**TRY IT:**
Copy the data exactly as it appears, and do not include any pictures.

**RECORD EXCERPTS:**
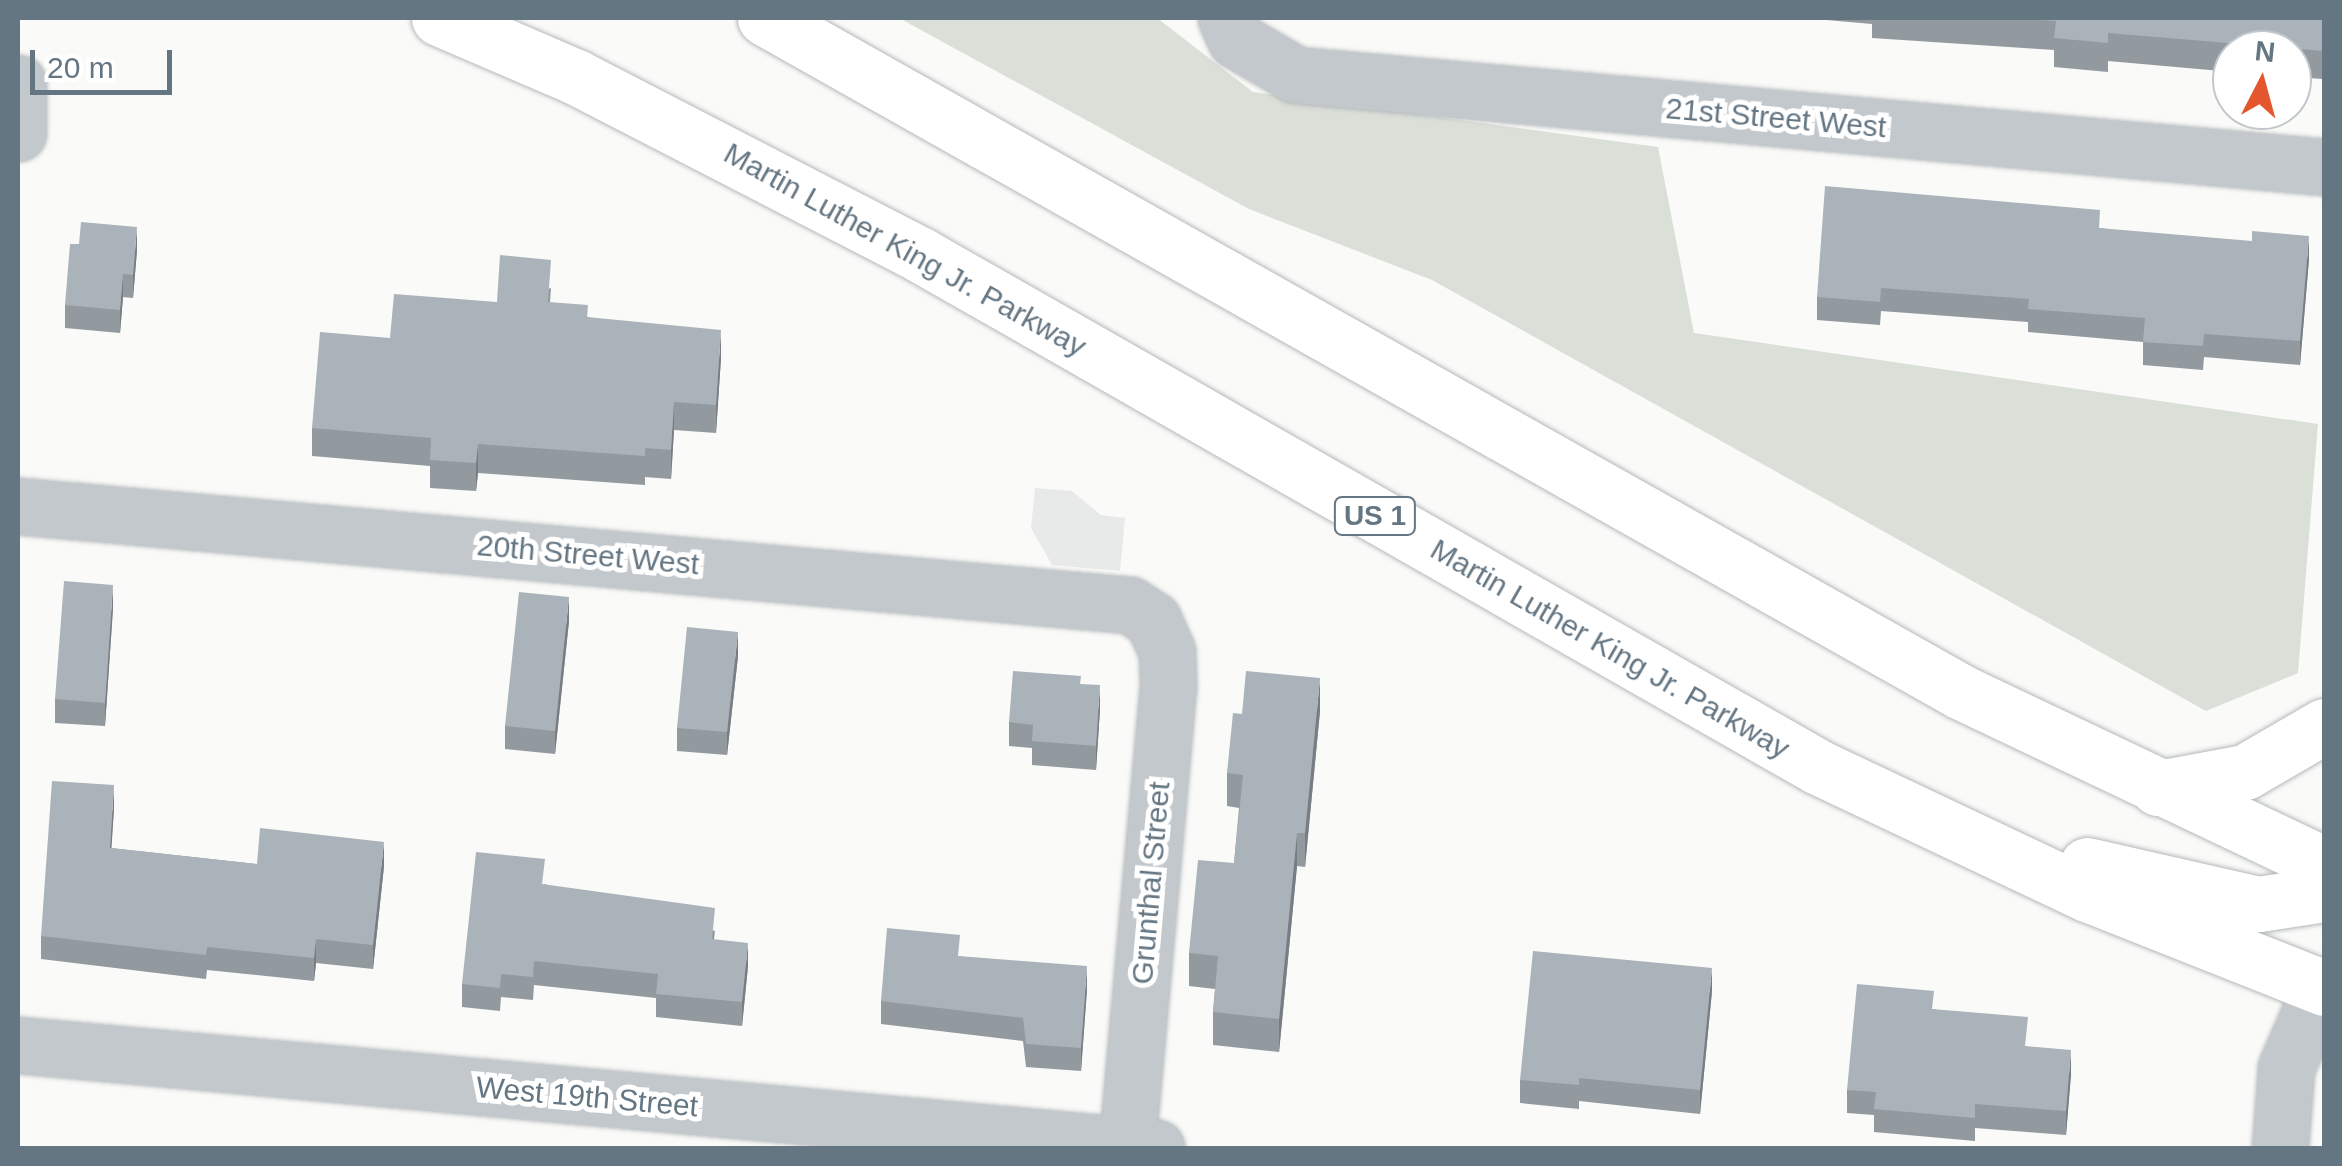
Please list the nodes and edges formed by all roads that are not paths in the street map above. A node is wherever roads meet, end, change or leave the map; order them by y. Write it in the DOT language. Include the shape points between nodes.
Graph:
graph roads {
  1 [pos="439,18"];
  2 [pos="765,18"];
  3 [pos="1231,29"];
  4 [pos="18,83"];
  5 [pos="18,133"];
  6 [pos="2324,167"];
  7 [pos="18,506"];
  8 [pos="1153,620"];
  9 [pos="2324,726"];
  10 [pos="2158,788"];
  11 [pos="1957,835"];
  12 [pos="2324,864"];
  13 [pos="2324,894"];
  14 [pos="2323,986"];
  15 [pos="18,1045"];
  16 [pos="1137,1148"];
  17 [pos="2280,1148"];
  1 -- 11 [label="highway, Martin Luther King Jr. Parkway / US 1" via="746,160 1655,676"];
  2 -- 10 [label="highway" via="1781,593 1961,692"];
  3 -- 6 [label="street, 21st Street West" via="1296,75"];
  4 -- 5 [label="street"];
  7 -- 8 [label="street, 20th Street West" via="1100,598 1130,605"];
  8 -- 16 [label="street, Grunthal Street" via="1167,652 1168,686"];
  9 -- 10 [label="highway" via="2245,772"];
  10 -- 12 [label="highway"];
  11 -- 13 [label="highway" via="2258,904"];
  11 -- 14 [label="highway, Martin Luther King Jr. Parkway / US 1"];
  14 -- 17 [label="street" via="2286,1068"];
  15 -- 16 [label="street, West 19th Street"];
}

**PROBLEM SOLUTION:**
Please list the nodes and edges formed by all roads that are not paths in the street map above. A node is wherever roads meet, end, change or leave the map; order them by y. Write it in the DOT language. Include the shape points between nodes.
Graph:
graph roads {
  1 [pos="439,18"];
  2 [pos="765,18"];
  3 [pos="1231,29"];
  4 [pos="18,83"];
  5 [pos="18,133"];
  6 [pos="2324,167"];
  7 [pos="18,506"];
  8 [pos="1153,620"];
  9 [pos="2324,726"];
  10 [pos="2158,788"];
  11 [pos="1957,835"];
  12 [pos="2324,864"];
  13 [pos="2324,894"];
  14 [pos="2323,986"];
  15 [pos="18,1045"];
  16 [pos="1137,1148"];
  17 [pos="2280,1148"];
  1 -- 11 [label="highway, Martin Luther King Jr. Parkway / US 1" via="746,160 1655,676"];
  2 -- 10 [label="highway" via="1781,593 1961,692"];
  3 -- 6 [label="street, 21st Street West" via="1296,75"];
  4 -- 5 [label="street"];
  7 -- 8 [label="street, 20th Street West" via="1100,598 1130,605"];
  8 -- 16 [label="street, Grunthal Street" via="1167,652 1168,686"];
  9 -- 10 [label="highway" via="2245,772"];
  10 -- 12 [label="highway"];
  11 -- 13 [label="highway" via="2258,904"];
  11 -- 14 [label="highway, Martin Luther King Jr. Parkway / US 1"];
  14 -- 17 [label="street" via="2286,1068"];
  15 -- 16 [label="street, West 19th Street"];
}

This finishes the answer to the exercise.